The Trail: A Daily Diary of Campaign 2008


Morning Cheat Sheet

Crunching the South Carolina Numbers

By Peter Baker
The Clinton camp would like to brush off the weekend primary in South Carolina as not really that representative because so many African Americans voted. That in essence was what former president Bill Clinton was saying when he dismissed Illinois Sen. Barack Obama's victory over New York Sen. Hillary Rodham Clinton by comparing it to Jesse Jackson's victories in South Carolina during his runs for the presidency in the 1980s.

But in fact, the numbers don't bear that out. If half as many black voters turned out, Obama still would have beaten Clinton, albeit not by as large a margin. Let's say, for instance, that African American voters represented just 20 percent of the total electorate in South Carolina instead of the 55 percent they did -- closer to, say, their share of the New York Democratic electorate. Assuming each candidate won the same proportionate support within each racial group, then Obama still would have won the primary with 34.6 percent of the overall vote to 32.6 percent for Clinton and 32.4 percent for former North Carolina senator John Edwards.

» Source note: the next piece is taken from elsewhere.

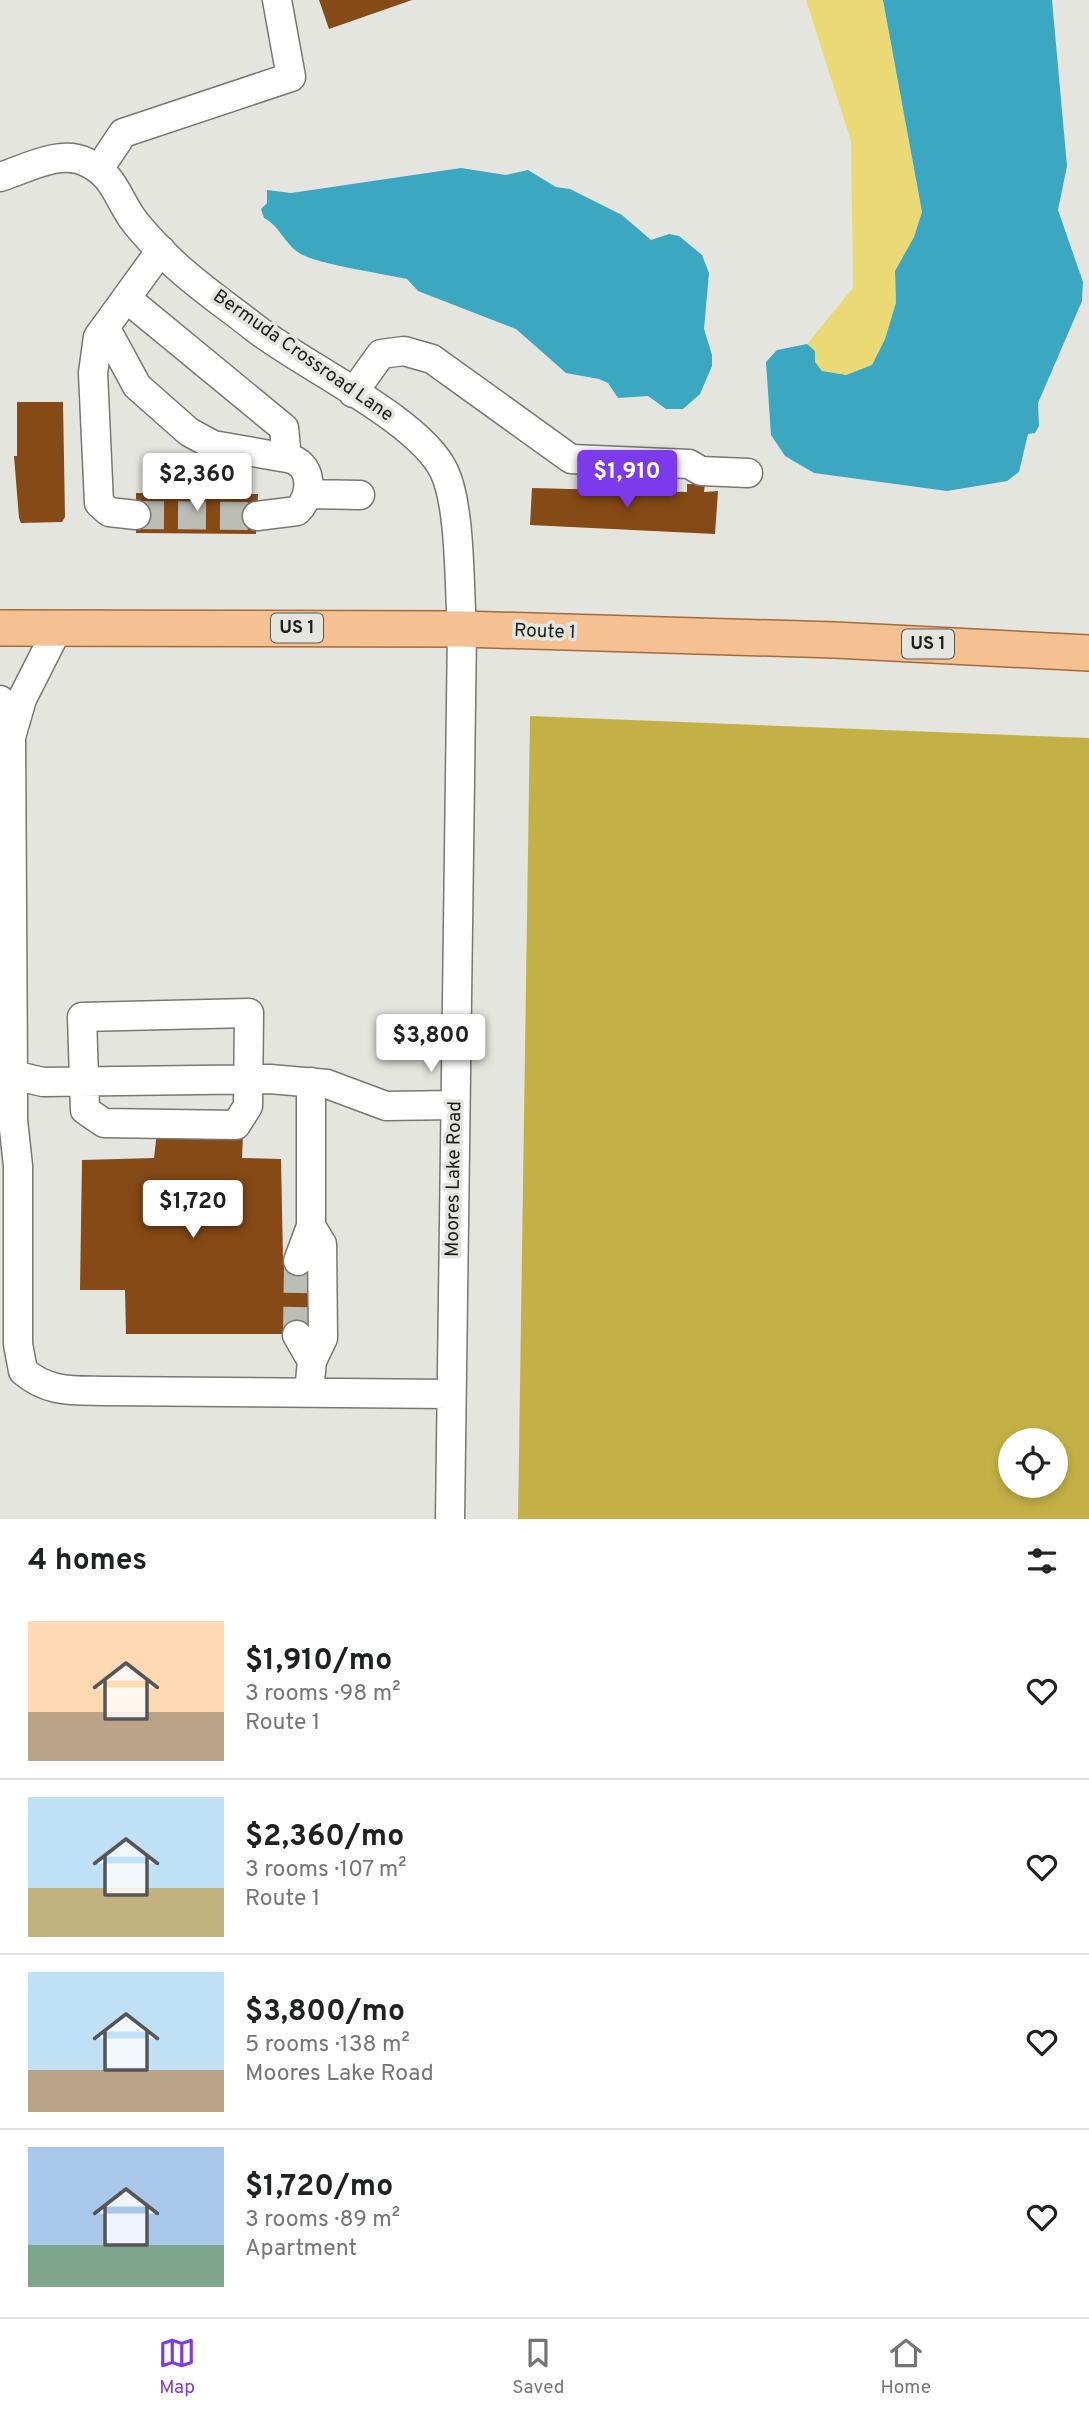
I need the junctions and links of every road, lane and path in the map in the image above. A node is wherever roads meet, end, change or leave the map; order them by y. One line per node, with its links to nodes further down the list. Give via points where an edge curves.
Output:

The reason is that Obama did pretty well among white voters as well. He received 24 percent of the white vote compared with 36 percent for Clinton, according to exit polls sponsored by The Washington Post and other news organizations. So even if the white vote were much larger, as in our scenario above, he would be close enough to Clinton that his overwhelming advantage among African Americans (he won 78 percent of the black vote to her 19 percent) would still be enough to put him over the top.

Now there are all sorts of reasons this back-of-the-envelope math doesn't necessarily mean that much. The dynamics that played out in South Carolina may be much different in other states. Each state has its own particular economic, cultural, political and demographic characteristics, and the campaign dialogue may play out differently elsewhere. Plus, other upcoming states--particularly California and Florida--have large Hispanic populations and Obama saw in Nevada that Hispanic voters broke strongly for Clinton.

But the point is that Obama did not win South Carolina solely because the electorate there was disproportionately African American. Even with some of the most racially charged discussion of the campaign so far, he still extended his appeal across racial lines, at least enough to make a difference. And since he proved in Iowa that he can win even in predominantly white states, it's fair to assume he is not a candidate relegated to one demographic -- at least if he does not let the Clintons marginalize him by making him out to be the Jesse Jackson of 2008.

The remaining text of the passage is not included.